> WHAT IS EXPECTED
All of the data must be returned word for word.

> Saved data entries

..............................

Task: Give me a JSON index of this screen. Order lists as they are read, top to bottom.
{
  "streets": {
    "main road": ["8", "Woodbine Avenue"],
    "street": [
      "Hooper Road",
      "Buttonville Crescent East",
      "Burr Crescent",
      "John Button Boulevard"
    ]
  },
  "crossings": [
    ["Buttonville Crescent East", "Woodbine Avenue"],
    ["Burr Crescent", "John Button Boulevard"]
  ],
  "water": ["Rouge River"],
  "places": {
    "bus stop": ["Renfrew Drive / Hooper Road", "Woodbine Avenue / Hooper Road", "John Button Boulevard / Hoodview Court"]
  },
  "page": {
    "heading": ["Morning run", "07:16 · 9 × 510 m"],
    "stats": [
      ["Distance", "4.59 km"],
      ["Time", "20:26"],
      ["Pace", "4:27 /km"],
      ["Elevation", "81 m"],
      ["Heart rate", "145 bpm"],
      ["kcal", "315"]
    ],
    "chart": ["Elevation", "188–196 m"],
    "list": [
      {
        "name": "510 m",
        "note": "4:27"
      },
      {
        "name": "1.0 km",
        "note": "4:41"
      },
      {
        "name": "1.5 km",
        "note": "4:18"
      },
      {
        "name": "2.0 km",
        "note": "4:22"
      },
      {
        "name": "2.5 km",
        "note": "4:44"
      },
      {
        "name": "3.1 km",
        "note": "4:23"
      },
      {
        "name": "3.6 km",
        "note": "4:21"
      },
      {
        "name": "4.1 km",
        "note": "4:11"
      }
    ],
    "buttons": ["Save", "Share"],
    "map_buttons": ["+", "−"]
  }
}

..............................

> REPLY TO THE TASK
Task: Give me a JSON index of this screen. Order lists as they are read, top to bottom.
{
  "streets": {
    "main road": ["8", "Woodbine Avenue"],
    "street": [
      "Hooper Road",
      "Buttonville Crescent East",
      "Burr Crescent",
      "John Button Boulevard"
    ]
  },
  "crossings": [
    ["Buttonville Crescent East", "Woodbine Avenue"],
    ["Burr Crescent", "John Button Boulevard"]
  ],
  "water": ["Rouge River"],
  "places": {
    "bus stop": ["Renfrew Drive / Hooper Road", "Woodbine Avenue / Hooper Road", "John Button Boulevard / Hoodview Court"]
  },
  "page": {
    "heading": ["Morning run", "07:16 · 9 × 510 m"],
    "stats": [
      ["Distance", "4.59 km"],
      ["Time", "20:26"],
      ["Pace", "4:27 /km"],
      ["Elevation", "81 m"],
      ["Heart rate", "145 bpm"],
      ["kcal", "315"]
    ],
    "chart": ["Elevation", "188–196 m"],
    "list": [
      {
        "name": "510 m",
        "note": "4:27"
      },
      {
        "name": "1.0 km",
        "note": "4:41"
      },
      {
        "name": "1.5 km",
        "note": "4:18"
      },
      {
        "name": "2.0 km",
        "note": "4:22"
      },
      {
        "name": "2.5 km",
        "note": "4:44"
      },
      {
        "name": "3.1 km",
        "note": "4:23"
      },
      {
        "name": "3.6 km",
        "note": "4:21"
      },
      {
        "name": "4.1 km",
        "note": "4:11"
      }
    ],
    "buttons": ["Save", "Share"],
    "map_buttons": ["+", "−"]
  }
}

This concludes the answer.